▶ _INPUT MATERIAL_
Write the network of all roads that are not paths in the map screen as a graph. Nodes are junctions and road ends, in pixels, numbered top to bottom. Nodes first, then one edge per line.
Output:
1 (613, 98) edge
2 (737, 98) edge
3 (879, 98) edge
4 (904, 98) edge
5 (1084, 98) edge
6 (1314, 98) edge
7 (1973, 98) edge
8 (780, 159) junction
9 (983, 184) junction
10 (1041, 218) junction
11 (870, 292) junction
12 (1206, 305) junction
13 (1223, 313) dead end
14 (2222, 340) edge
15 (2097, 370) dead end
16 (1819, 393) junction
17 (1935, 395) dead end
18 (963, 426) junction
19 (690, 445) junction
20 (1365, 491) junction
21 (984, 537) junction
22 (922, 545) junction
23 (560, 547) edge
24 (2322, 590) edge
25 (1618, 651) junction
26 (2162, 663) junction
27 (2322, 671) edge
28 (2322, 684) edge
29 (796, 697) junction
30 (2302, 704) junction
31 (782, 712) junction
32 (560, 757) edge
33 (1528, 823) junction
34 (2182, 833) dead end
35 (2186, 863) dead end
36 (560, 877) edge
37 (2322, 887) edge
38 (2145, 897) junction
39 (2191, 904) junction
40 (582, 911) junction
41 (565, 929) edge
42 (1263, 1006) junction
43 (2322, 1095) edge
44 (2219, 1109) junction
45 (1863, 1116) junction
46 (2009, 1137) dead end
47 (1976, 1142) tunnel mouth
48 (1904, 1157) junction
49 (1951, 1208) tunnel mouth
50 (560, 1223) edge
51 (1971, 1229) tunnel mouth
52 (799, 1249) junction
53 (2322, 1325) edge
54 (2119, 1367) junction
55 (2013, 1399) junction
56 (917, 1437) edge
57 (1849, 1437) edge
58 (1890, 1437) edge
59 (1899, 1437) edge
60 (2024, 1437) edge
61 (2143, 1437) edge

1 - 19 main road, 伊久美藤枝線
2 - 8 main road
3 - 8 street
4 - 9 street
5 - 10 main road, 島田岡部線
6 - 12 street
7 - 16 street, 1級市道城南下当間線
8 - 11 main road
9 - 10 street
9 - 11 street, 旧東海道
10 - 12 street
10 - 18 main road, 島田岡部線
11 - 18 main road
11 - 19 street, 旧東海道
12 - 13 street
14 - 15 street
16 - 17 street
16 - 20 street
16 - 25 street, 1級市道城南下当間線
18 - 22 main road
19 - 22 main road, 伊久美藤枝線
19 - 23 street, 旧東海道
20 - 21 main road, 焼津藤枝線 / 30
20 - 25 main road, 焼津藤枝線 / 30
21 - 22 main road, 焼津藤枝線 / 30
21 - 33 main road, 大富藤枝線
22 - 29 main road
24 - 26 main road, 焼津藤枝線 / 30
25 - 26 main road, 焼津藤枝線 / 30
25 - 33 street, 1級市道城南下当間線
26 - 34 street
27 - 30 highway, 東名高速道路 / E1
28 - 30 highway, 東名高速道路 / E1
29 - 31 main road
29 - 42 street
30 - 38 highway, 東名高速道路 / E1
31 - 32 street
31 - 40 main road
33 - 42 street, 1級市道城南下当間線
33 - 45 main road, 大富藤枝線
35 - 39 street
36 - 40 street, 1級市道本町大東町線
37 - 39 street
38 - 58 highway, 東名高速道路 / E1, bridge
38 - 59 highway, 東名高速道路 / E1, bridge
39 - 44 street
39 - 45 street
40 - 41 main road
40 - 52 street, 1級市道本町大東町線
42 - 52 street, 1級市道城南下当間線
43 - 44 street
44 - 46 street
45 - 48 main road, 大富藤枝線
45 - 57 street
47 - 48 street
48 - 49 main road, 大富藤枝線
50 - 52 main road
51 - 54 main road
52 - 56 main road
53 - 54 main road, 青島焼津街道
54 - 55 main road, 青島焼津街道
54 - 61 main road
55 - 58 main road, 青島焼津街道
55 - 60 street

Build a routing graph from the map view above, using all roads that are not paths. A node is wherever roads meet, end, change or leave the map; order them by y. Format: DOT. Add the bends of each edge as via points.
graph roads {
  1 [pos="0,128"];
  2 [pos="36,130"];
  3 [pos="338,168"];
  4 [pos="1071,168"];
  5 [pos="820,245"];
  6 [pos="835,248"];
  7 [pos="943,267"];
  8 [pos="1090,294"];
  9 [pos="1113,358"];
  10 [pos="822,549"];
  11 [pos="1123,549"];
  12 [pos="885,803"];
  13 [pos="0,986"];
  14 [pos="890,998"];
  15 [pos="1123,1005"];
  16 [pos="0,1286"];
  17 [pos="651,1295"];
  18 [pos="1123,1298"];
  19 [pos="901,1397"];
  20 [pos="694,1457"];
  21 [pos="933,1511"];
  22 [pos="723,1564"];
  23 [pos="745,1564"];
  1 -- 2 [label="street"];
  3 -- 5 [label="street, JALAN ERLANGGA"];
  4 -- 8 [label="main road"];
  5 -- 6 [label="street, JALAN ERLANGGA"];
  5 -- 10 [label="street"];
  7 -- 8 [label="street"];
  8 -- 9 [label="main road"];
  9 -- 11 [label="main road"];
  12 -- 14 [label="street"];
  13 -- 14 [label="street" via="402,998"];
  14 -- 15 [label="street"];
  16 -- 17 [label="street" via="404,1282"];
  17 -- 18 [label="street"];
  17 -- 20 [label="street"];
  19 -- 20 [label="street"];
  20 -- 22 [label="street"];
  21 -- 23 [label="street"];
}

▶ _WORK REQUIRED_
What you need to do is retype all the entries exactly as written.

▶ _RESPONSE AREA_
Write the network of all roads that are not paths in the map screen as a graph. Nodes are junctions and road ends, in pixels, numbered top to bottom. Nodes first, then one edge per line.
Output:
1 (613, 98) edge
2 (737, 98) edge
3 (879, 98) edge
4 (904, 98) edge
5 (1084, 98) edge
6 (1314, 98) edge
7 (1973, 98) edge
8 (780, 159) junction
9 (983, 184) junction
10 (1041, 218) junction
11 (870, 292) junction
12 (1206, 305) junction
13 (1223, 313) dead end
14 (2222, 340) edge
15 (2097, 370) dead end
16 (1819, 393) junction
17 (1935, 395) dead end
18 (963, 426) junction
19 (690, 445) junction
20 (1365, 491) junction
21 (984, 537) junction
22 (922, 545) junction
23 (560, 547) edge
24 (2322, 590) edge
25 (1618, 651) junction
26 (2162, 663) junction
27 (2322, 671) edge
28 (2322, 684) edge
29 (796, 697) junction
30 (2302, 704) junction
31 (782, 712) junction
32 (560, 757) edge
33 (1528, 823) junction
34 (2182, 833) dead end
35 (2186, 863) dead end
36 (560, 877) edge
37 (2322, 887) edge
38 (2145, 897) junction
39 (2191, 904) junction
40 (582, 911) junction
41 (565, 929) edge
42 (1263, 1006) junction
43 (2322, 1095) edge
44 (2219, 1109) junction
45 (1863, 1116) junction
46 (2009, 1137) dead end
47 (1976, 1142) tunnel mouth
48 (1904, 1157) junction
49 (1951, 1208) tunnel mouth
50 (560, 1223) edge
51 (1971, 1229) tunnel mouth
52 (799, 1249) junction
53 (2322, 1325) edge
54 (2119, 1367) junction
55 (2013, 1399) junction
56 (917, 1437) edge
57 (1849, 1437) edge
58 (1890, 1437) edge
59 (1899, 1437) edge
60 (2024, 1437) edge
61 (2143, 1437) edge

1 - 19 main road, 伊久美藤枝線
2 - 8 main road
3 - 8 street
4 - 9 street
5 - 10 main road, 島田岡部線
6 - 12 street
7 - 16 street, 1級市道城南下当間線
8 - 11 main road
9 - 10 street
9 - 11 street, 旧東海道
10 - 12 street
10 - 18 main road, 島田岡部線
11 - 18 main road
11 - 19 street, 旧東海道
12 - 13 street
14 - 15 street
16 - 17 street
16 - 20 street
16 - 25 street, 1級市道城南下当間線
18 - 22 main road
19 - 22 main road, 伊久美藤枝線
19 - 23 street, 旧東海道
20 - 21 main road, 焼津藤枝線 / 30
20 - 25 main road, 焼津藤枝線 / 30
21 - 22 main road, 焼津藤枝線 / 30
21 - 33 main road, 大富藤枝線
22 - 29 main road
24 - 26 main road, 焼津藤枝線 / 30
25 - 26 main road, 焼津藤枝線 / 30
25 - 33 street, 1級市道城南下当間線
26 - 34 street
27 - 30 highway, 東名高速道路 / E1
28 - 30 highway, 東名高速道路 / E1
29 - 31 main road
29 - 42 street
30 - 38 highway, 東名高速道路 / E1
31 - 32 street
31 - 40 main road
33 - 42 street, 1級市道城南下当間線
33 - 45 main road, 大富藤枝線
35 - 39 street
36 - 40 street, 1級市道本町大東町線
37 - 39 street
38 - 58 highway, 東名高速道路 / E1, bridge
38 - 59 highway, 東名高速道路 / E1, bridge
39 - 44 street
39 - 45 street
40 - 41 main road
40 - 52 street, 1級市道本町大東町線
42 - 52 street, 1級市道城南下当間線
43 - 44 street
44 - 46 street
45 - 48 main road, 大富藤枝線
45 - 57 street
47 - 48 street
48 - 49 main road, 大富藤枝線
50 - 52 main road
51 - 54 main road
52 - 56 main road
53 - 54 main road, 青島焼津街道
54 - 55 main road, 青島焼津街道
54 - 61 main road
55 - 58 main road, 青島焼津街道
55 - 60 street

Build a routing graph from the map view above, using all roads that are not paths. A node is wherever roads meet, end, change or leave the map; order them by y. Format: DOT. Add the bends of each edge as via points.
graph roads {
  1 [pos="0,128"];
  2 [pos="36,130"];
  3 [pos="338,168"];
  4 [pos="1071,168"];
  5 [pos="820,245"];
  6 [pos="835,248"];
  7 [pos="943,267"];
  8 [pos="1090,294"];
  9 [pos="1113,358"];
  10 [pos="822,549"];
  11 [pos="1123,549"];
  12 [pos="885,803"];
  13 [pos="0,986"];
  14 [pos="890,998"];
  15 [pos="1123,1005"];
  16 [pos="0,1286"];
  17 [pos="651,1295"];
  18 [pos="1123,1298"];
  19 [pos="901,1397"];
  20 [pos="694,1457"];
  21 [pos="933,1511"];
  22 [pos="723,1564"];
  23 [pos="745,1564"];
  1 -- 2 [label="street"];
  3 -- 5 [label="street, JALAN ERLANGGA"];
  4 -- 8 [label="main road"];
  5 -- 6 [label="street, JALAN ERLANGGA"];
  5 -- 10 [label="street"];
  7 -- 8 [label="street"];
  8 -- 9 [label="main road"];
  9 -- 11 [label="main road"];
  12 -- 14 [label="street"];
  13 -- 14 [label="street" via="402,998"];
  14 -- 15 [label="street"];
  16 -- 17 [label="street" via="404,1282"];
  17 -- 18 [label="street"];
  17 -- 20 [label="street"];
  19 -- 20 [label="street"];
  20 -- 22 [label="street"];
  21 -- 23 [label="street"];
}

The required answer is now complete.